Reebok International Ltd. has agreed to pay $25 million to settle a Federal Trade Commission (FTC) complaint alleging deceptive advertising practices with regard to the company’s “toning shoes.” Reebok advertised its EasyTone and RunTone lines as containing special soles that created “micro instability,” toning and strengthening muscles by simply walking or running, but the FTC maintains these claims are not backed up by scientific evidence.
The money will be made available for consumer refunds either through the FTC or through a class action lawsuit.
“The FTC wants national advertisers to understand that they must exercise some responsibility and ensure that their claims for fitness gear are supported by sound science,” said David Vladeck, Director of the FTC’s Bureau of Consumer Protection.
The FTC complaint alleges that Reebok “made unsupported claims in advertisements that walking in its EasyTone shoes and running in its RunTone running shoes strengthen and tone key leg and buttock (gluteus maximus) muscles more than regular shoes.”

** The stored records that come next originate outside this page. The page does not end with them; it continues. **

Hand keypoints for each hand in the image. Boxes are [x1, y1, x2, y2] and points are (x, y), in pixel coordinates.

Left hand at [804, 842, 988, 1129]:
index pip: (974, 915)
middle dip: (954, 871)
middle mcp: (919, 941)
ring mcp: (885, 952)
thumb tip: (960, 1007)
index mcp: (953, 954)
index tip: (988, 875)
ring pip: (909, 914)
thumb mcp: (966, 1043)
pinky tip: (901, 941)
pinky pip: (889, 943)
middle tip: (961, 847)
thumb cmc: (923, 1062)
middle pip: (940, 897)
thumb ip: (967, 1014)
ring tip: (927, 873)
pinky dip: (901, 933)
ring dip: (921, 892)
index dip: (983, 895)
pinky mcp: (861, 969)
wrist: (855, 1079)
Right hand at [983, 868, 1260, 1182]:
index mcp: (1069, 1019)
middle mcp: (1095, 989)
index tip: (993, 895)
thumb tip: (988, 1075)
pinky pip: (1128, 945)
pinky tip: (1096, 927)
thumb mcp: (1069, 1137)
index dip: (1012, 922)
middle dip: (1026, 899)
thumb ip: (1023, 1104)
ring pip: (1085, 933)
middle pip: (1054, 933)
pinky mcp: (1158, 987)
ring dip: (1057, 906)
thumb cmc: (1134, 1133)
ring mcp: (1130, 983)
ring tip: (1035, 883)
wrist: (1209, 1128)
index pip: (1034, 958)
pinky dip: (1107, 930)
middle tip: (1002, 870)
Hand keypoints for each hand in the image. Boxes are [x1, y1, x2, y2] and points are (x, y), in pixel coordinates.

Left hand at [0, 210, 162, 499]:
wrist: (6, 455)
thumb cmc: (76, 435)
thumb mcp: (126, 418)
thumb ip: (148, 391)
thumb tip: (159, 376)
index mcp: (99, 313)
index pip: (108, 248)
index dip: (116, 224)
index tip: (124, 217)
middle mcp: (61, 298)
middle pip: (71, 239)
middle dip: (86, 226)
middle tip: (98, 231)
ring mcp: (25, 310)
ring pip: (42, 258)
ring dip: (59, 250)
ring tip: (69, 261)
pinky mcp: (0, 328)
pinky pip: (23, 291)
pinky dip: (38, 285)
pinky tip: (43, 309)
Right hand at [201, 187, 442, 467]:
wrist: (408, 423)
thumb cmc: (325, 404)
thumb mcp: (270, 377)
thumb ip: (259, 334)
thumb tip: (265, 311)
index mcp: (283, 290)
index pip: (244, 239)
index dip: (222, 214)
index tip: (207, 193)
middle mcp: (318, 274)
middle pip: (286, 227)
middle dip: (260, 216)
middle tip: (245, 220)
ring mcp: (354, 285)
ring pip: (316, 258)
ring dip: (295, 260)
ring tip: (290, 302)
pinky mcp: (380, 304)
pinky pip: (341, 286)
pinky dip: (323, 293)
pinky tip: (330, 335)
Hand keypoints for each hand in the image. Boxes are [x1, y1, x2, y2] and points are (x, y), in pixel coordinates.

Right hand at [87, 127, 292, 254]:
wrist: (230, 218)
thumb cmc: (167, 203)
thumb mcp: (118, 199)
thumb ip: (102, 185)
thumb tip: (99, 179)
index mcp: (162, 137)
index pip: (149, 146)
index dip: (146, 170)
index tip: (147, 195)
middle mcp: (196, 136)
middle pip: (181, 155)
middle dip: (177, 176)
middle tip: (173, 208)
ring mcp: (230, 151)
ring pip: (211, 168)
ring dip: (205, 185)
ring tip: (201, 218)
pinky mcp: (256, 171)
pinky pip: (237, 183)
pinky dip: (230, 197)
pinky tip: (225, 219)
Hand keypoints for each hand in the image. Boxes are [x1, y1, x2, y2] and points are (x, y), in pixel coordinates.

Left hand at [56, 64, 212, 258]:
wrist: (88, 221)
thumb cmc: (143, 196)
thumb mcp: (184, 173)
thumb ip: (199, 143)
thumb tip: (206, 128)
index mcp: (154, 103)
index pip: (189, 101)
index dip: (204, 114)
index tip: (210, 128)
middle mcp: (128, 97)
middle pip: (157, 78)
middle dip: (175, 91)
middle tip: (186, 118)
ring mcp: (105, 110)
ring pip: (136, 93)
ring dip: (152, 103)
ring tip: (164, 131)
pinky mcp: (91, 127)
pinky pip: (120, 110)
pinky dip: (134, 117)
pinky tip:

The complaint further alleges that “Reebok falsely claimed that walking in EasyTone footwear had been proven to lead to 28 percent more strength and tone in the buttock muscles, 11 percent more strength and tone in the hamstring muscles, and 11 percent more strength and tone in the calf muscles than regular walking shoes.”
Under the terms of the settlement, Reebok is also barred from:
- making claims that toning shoes and other toning apparel are effective in strengthening muscles, or that using the footwear will result in a specific percentage or amount of muscle toning or strengthening, unless the claims are true and backed by scientific evidence;
- making any health or fitness-related efficacy claims for toning shoes and other toning apparel unless the claims are true and backed by scientific evidence; and
- misrepresenting any tests, studies, or research results regarding toning shoes and other toning apparel.